The Company had amounts due to its joint ventures of $2.5 million and $2.7 million as of March 31, 2026 and December 31, 2025, respectively. Receivables were included in prepaid expenses and other current assets in the accompanying condensed consolidated balance sheets, while payables were included in accrued expenses and other current liabilities in the accompanying condensed consolidated balance sheets. These balances primarily relate to cash collections received by the Company on behalf of the joint ventures, offset by certain pharmaceutical inventories and other expenses paid for by the Company on behalf of the joint ventures.
17. SEGMENT REPORTING
The Company operates as a single reportable segment, infusion services. Infusion services derives revenue through the clinical management of infusion therapy, nursing support and care coordination in order to provide solutions to complex patient conditions in the home or other nonhospital settings.

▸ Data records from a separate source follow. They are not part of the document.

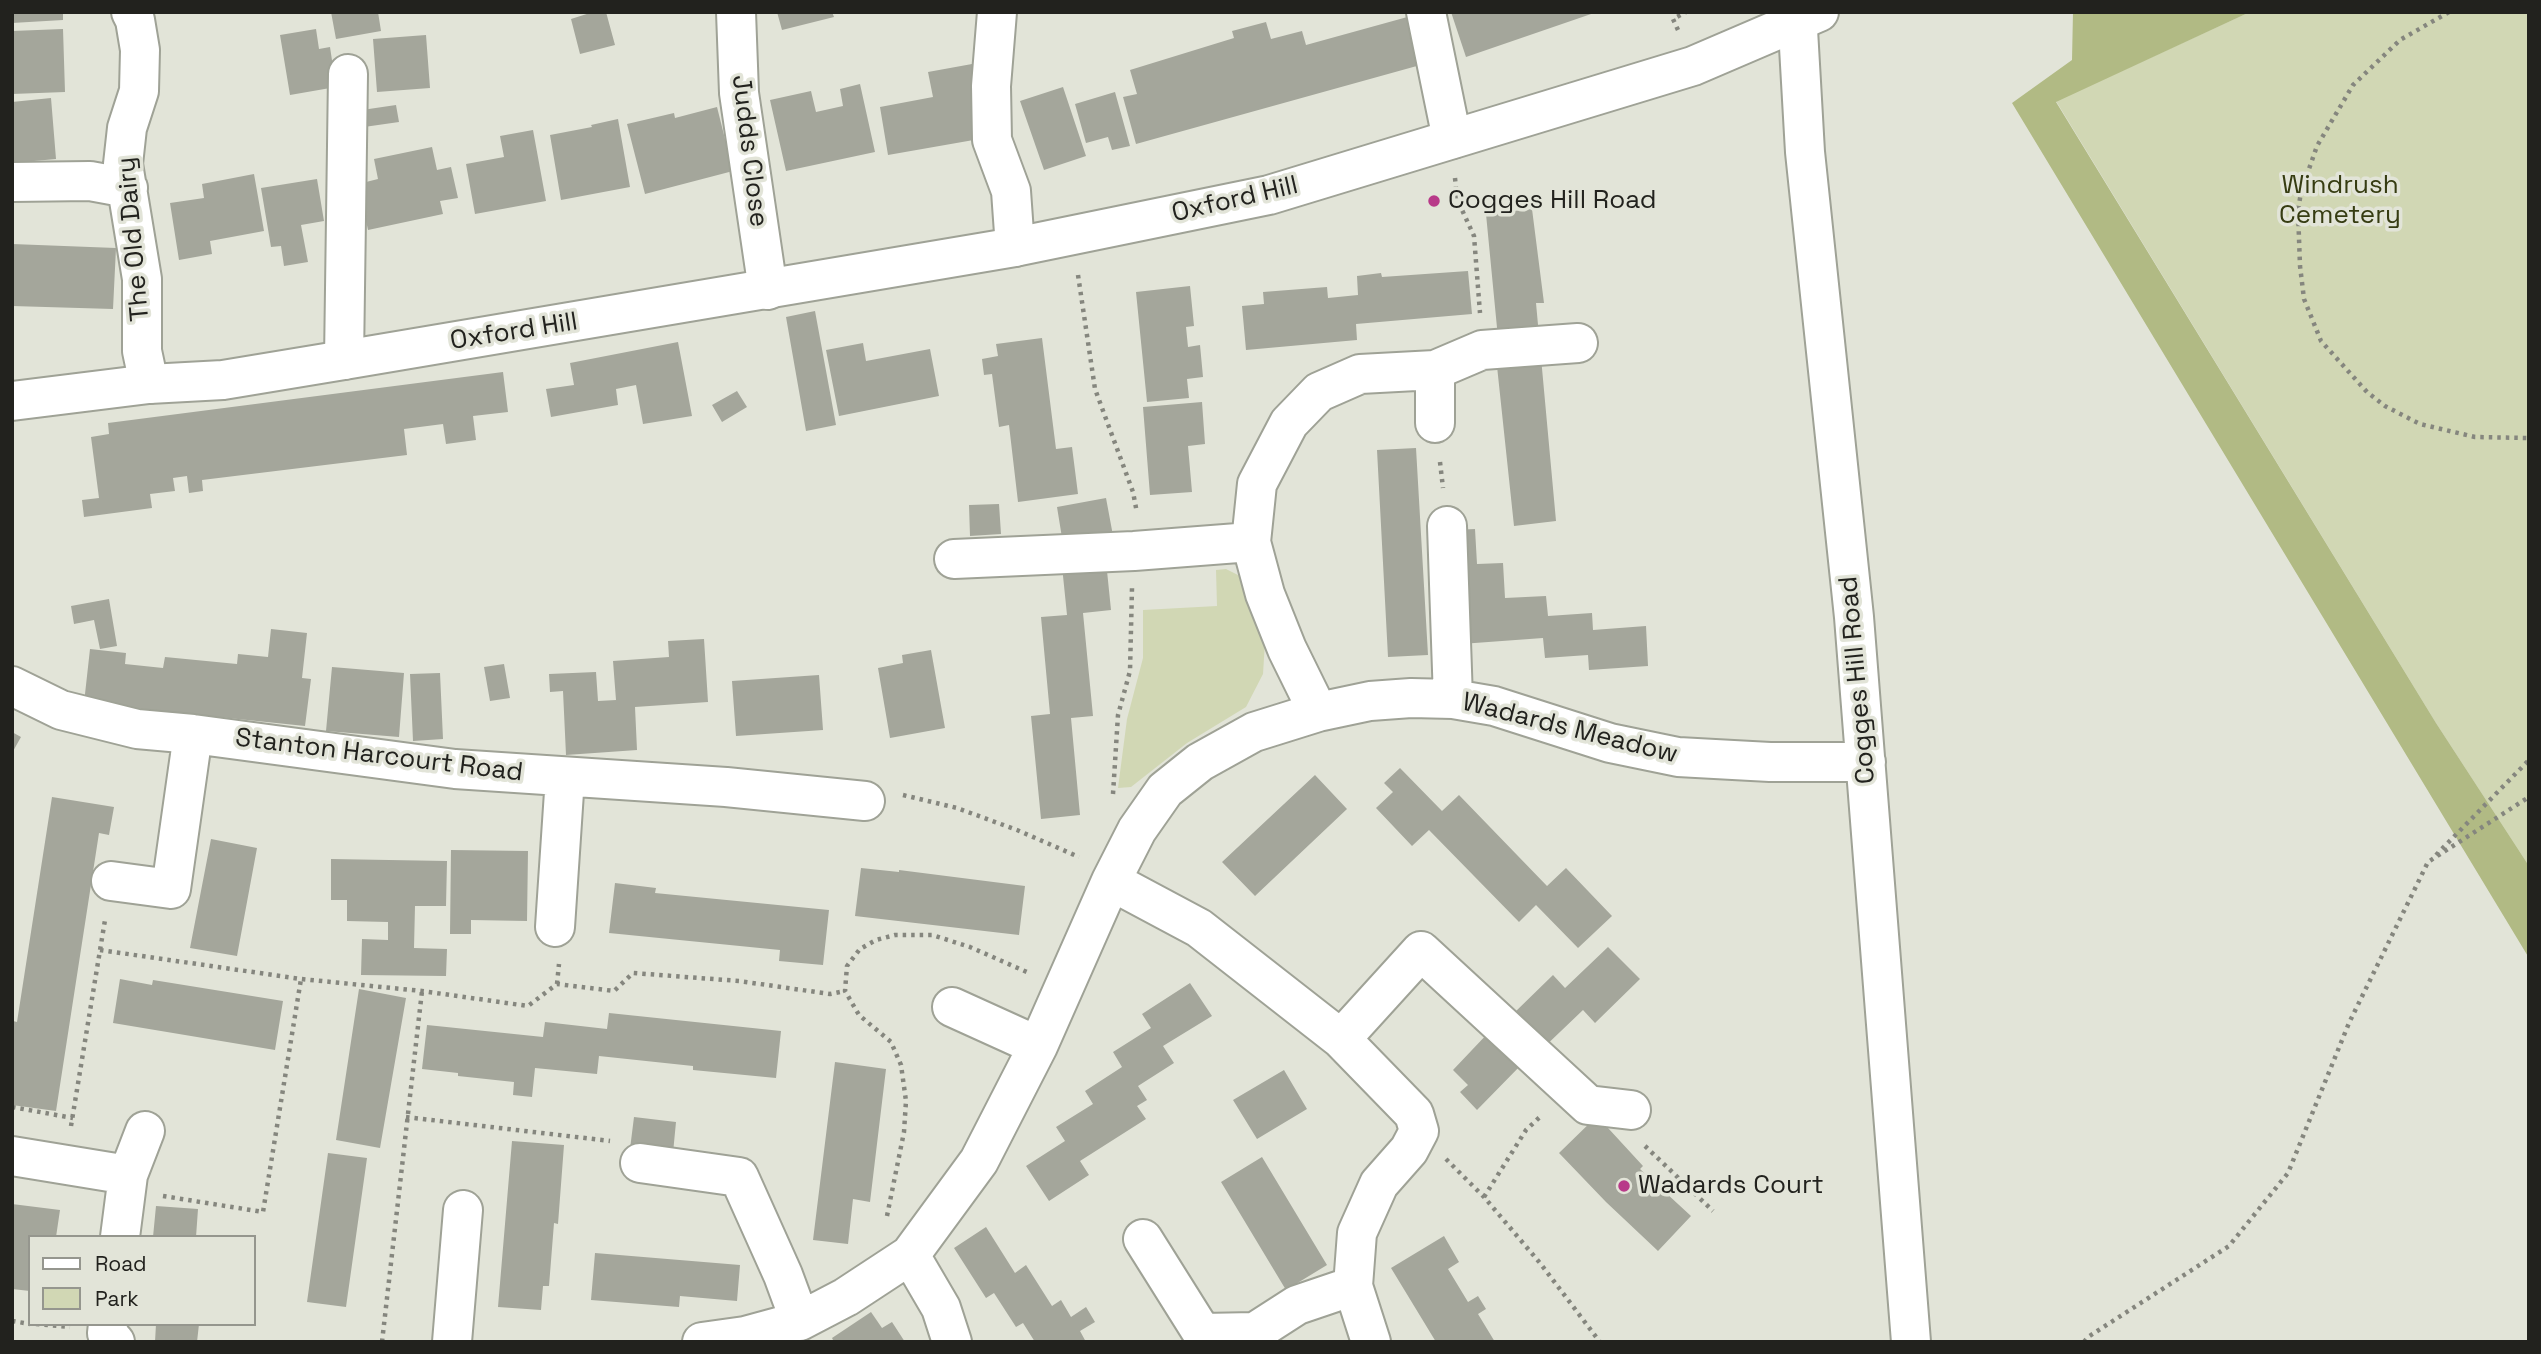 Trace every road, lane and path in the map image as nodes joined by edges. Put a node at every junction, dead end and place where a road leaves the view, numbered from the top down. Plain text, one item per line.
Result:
1 (131, 12) edge
2 (736, 12) edge
3 (997, 12) edge
4 (1426, 12) edge
5 (2449, 12) edge
6 (1805, 15) edge
7 (348, 74) dead end
8 (1452, 139) junction
9 (14, 188) edge
10 (128, 188) junction
11 (1014, 247) junction
12 (768, 290) junction
13 (1578, 343) dead end
14 (1482, 350) junction
15 (344, 360) junction
16 (1435, 370) junction
17 (149, 384) junction
18 (12, 401) edge
19 (1435, 423) joint
20 (2529, 438) edge
21 (1447, 526) joint
22 (1251, 542) junction
23 (954, 559) dead end
24 (12, 686) edge
25 (1453, 699) junction
26 (1318, 712) junction
27 (193, 734) junction
28 (2529, 760) edge
29 (1866, 762) junction
30 (565, 777) junction
31 (2529, 797) edge
32 (865, 801) joint
33 (2428, 862) junction
34 (111, 881) joint
35 (1111, 881) junction
36 (555, 927) dead end
37 (100, 950) junction
38 (301, 979) junction
39 (1063, 988) junction
40 (422, 990) junction
41 (845, 991) junction
42 (953, 1007) dead end
43 (1340, 1039) junction
44 (1038, 1046) junction
45 (1570, 1089) junction
46 (12, 1107) edge
47 (1631, 1110) joint
48 (406, 1117) junction
49 (73, 1118) junction
50 (145, 1131) dead end
51 (1419, 1131) junction
52 (12, 1156) edge
53 (640, 1163) joint
54 (65, 1165) junction
55 (127, 1182) junction
56 (1484, 1197) junction
57 (463, 1210) dead end
58 (1713, 1211) dead end
59 (120, 1235) edge
60 (1143, 1239) dead end
61 (910, 1255) junction
62 (1353, 1286) junction
63 (800, 1321) junction
64 (108, 1326) edge
65 (115, 1342) edge
66 (382, 1342) edge
67 (452, 1342) edge
68 (702, 1342) edge
69 (952, 1342) edge
70 (1371, 1342) edge
71 (1600, 1342) edge
72 (1911, 1342) edge
73 (2084, 1342) edge

1 - 10 street, The Old Dairy
2 - 12 street, Judds Close
3 - 11 street
4 - 8 street
5 - 20 path
6 - 8 street, Oxford Hill
6 - 29 street, Cogges Hill Road
7 - 15 street
8 - 11 street, Oxford Hill
8 - 14 path
9 - 10 street
10 - 17 street, The Old Dairy
11 - 12 street, Oxford Hill
12 - 15 street, Oxford Hill
13 - 14 street
14 - 16 street
15 - 17 street, Oxford Hill
16 - 19 street
16 - 22 street
17 - 18 street, Oxford Hill
19 - 21 path
21 - 25 street
22 - 23 street
22 - 26 street
24 - 27 street, Stanton Harcourt Road
25 - 26 street, Wadards Meadow
25 - 29 street, Wadards Meadow
26 - 35 street, Wadards Meadow
27 - 30 street, Stanton Harcourt Road
27 - 34 street
28 - 33 path
29 - 72 street, Cogges Hill Road
30 - 32 street, Stanton Harcourt Road
30 - 36 street
31 - 33 path
32 - 35 path
33 - 73 path
34 - 37 path
35 - 39 street, Wadards Meadow
35 - 43 street
37 - 38 path
37 - 49 path
38 - 40 path
38 - 55 path
39 - 41 path
39 - 44 street, Wadards Meadow
40 - 41 path
40 - 48 path
41 - 61 path
42 - 44 street
43 - 45 street
43 - 51 street
44 - 61 street, Wadards Meadow
45 - 47 street
45 - 56 path
46 - 49 path
47 - 58 path
48 - 53 path
48 - 66 path
49 - 54 path
50 - 55 street
51 - 56 path
51 - 62 street
52 - 54 street
53 - 63 street
54 - 55 street
55 - 59 street
56 - 71 path
57 - 67 street
60 - 62 street
61 - 63 street, Wadards Meadow
61 - 69 street
62 - 70 street
63 - 68 street, Wadards Meadow
64 - 65 street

The Company’s infusion services segment activities are managed on a consolidated basis and therapies are distributed and administered in a similar manner.

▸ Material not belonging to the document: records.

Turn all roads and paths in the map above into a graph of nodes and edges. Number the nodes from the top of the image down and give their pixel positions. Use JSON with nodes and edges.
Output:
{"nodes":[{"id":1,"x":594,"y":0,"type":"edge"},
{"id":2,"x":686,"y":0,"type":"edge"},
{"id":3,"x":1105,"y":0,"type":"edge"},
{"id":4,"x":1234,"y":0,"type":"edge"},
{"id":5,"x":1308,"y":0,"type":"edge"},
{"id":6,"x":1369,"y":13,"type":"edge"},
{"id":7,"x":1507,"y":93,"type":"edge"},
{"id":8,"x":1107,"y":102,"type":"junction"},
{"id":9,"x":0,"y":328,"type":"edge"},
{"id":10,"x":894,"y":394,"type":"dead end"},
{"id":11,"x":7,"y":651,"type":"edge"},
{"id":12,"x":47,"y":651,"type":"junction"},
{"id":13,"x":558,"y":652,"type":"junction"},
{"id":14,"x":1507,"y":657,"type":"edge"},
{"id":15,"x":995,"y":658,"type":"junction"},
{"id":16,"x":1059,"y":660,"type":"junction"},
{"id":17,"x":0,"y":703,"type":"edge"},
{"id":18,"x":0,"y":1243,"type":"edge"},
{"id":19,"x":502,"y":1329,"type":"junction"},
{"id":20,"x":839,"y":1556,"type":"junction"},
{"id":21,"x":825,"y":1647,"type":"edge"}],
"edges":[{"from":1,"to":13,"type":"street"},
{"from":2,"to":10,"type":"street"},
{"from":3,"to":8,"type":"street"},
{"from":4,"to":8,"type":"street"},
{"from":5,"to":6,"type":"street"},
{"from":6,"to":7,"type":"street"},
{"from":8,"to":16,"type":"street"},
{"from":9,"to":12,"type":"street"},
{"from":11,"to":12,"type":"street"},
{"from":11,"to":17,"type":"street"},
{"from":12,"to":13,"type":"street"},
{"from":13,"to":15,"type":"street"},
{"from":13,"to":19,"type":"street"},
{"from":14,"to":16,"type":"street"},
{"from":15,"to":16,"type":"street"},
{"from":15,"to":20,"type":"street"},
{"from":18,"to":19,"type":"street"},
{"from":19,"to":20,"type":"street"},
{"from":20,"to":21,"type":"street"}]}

Operating segments have been identified based on the financial information utilized by the Company’s Chief Executive Officer, the chief operating decision maker (“CODM”). The CODM uses net income as a measure of profitability to assess segment performance and decide on how to allocate resources such as capital investments, share repurchases, and acquisitions. The CODM does not use or receive total assets by segment to make decisions regarding resources; therefore, the total asset disclosure by segment has not been included.
The following table reflects results of operations of the Company’s reportable segment (in thousands):
| | | | | | | | | | | |
| Three Months Ended March 31, |
| 2026 | | 2025 |
| Infusion services net revenue | $ | 1,326,007 | | | $ | 1,311,181 | |
| Other revenue (1) | 24,647 | | | 21,791 | |
| Total Option Care Health revenue | 1,350,654 | | | 1,332,972 | |
| (Expense) Income: | | | |
| Cost of net revenues - drugs | (949,364) | | | (933,068) | |
| Salaries, benefits, and other employee expense | (216,593) | | | (205,692) | |
| Other segment items (2) | (97,245) | | | (99,278) | |
| Depreciation and amortization expense | (14,907) | | | (15,746) | |
| Interest expense, net | (13,304) | | | (13,231) | |
| Equity in earnings of joint ventures | 1,689 | | | 1,729 | |
| Other, net | 73 | | | (4,130) | |
| Income tax expense | (15,660) | | | (16,814) | |
| Net Income | $ | 45,343 | | | $ | 46,742 | |
(1) Represents business activities related to other miscellaneous revenue streams.
(2) Other segment items includes expenses for medical supplies, delivery and packaging, leases, professional services, and other expenses.